And yeah, that cartoon was just painful. I don't know why - it has Brian Michael Bendis and Paul Dini attached to it, for Pete (Parker)'s sake. It's not like I was just biased against the show, either; I'm not the Spider-Man fan I was when I was little, sure, but I still have a good deal of fondness for the franchise.

The show was just trying way too hard to be "wacky" (and the cutaways ripped straight from Family Guy certainly didn't help), the characters were either annoying and obnoxious or flat and unmemorable. Spider-Man, rather than being a relatable, likable hero, is reduced to "typical whiny, self-centered teenage character #31." (Here's a tip, writers - there is a difference between making quips and being a ponce)

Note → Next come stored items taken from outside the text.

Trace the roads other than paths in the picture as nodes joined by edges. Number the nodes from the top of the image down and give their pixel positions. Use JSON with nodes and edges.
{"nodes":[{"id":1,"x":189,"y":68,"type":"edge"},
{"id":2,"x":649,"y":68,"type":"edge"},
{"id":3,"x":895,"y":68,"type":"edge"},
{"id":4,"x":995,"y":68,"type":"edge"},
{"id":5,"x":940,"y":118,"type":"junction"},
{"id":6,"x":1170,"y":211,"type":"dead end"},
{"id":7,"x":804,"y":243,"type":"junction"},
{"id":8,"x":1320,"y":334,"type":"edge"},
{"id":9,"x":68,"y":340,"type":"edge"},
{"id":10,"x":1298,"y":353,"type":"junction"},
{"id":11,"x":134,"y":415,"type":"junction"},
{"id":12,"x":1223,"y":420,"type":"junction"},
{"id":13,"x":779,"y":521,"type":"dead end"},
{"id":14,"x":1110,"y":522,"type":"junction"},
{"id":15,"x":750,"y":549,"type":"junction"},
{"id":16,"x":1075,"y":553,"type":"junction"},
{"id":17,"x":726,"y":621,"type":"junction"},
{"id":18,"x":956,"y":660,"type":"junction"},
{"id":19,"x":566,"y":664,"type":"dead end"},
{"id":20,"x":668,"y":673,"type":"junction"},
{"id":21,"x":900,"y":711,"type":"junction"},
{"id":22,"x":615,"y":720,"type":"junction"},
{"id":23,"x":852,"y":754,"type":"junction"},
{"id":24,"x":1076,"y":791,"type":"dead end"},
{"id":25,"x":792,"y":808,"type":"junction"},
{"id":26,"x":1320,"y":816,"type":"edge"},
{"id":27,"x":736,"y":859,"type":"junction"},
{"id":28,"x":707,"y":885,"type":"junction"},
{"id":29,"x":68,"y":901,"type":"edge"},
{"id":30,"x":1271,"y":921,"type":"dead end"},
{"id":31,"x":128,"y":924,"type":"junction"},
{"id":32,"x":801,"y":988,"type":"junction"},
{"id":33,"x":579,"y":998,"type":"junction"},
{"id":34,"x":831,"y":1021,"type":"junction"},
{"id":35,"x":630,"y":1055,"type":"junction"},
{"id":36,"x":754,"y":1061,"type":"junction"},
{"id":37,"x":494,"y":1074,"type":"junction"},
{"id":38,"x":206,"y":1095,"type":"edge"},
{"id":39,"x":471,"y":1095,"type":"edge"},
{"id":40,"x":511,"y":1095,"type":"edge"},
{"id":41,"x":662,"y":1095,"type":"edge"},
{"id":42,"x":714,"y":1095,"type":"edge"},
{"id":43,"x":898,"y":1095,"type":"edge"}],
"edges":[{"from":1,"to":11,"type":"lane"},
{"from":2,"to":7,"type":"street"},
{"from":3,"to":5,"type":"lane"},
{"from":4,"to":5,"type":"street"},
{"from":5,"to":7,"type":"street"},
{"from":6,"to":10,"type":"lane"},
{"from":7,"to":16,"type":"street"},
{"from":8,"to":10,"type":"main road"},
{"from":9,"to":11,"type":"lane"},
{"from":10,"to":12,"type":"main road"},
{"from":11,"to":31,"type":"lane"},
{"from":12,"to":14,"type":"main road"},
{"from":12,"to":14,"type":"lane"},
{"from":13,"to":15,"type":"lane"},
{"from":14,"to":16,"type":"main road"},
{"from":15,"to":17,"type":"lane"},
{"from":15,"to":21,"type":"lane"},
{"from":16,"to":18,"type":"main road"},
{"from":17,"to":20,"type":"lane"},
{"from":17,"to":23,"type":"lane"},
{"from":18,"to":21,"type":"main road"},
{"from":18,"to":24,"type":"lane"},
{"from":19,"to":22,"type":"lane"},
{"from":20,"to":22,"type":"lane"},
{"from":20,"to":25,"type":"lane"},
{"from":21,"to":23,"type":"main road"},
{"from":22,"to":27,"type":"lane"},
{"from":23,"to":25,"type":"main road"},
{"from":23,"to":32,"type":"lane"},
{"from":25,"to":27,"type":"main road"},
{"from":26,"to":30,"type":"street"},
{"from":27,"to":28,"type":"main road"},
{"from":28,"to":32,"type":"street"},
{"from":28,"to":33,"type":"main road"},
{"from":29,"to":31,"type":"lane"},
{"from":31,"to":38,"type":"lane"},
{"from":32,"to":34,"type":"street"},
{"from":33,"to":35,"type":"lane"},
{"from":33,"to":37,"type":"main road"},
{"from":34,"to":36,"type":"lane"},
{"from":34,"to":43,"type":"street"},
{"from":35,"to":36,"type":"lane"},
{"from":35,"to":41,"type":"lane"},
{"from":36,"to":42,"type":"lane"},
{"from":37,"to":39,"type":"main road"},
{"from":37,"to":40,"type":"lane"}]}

Do you want a good Spider-Man cartoon? Then watch the Spectacular Spider-Man. Greg Weisman put together a damn fine show... before it got screwed over and replaced with this drivel.


----------



## Jiehfeng (Jan 2, 2013)

Gahars said:


> I see I was summoned.
> 
> And yeah, that cartoon was just painful. I don't know why - it has Brian Michael Bendis and Paul Dini attached to it, for Pete (Parker)'s sake. It's not like I was just biased against the show, either; I'm not the Spider-Man fan I was when I was little, sure, but I still have a good deal of fondness for the franchise.
> 
> ...


 
Gahars does it well. (F*** you queen mary! )
But I don't know, I love that show


----------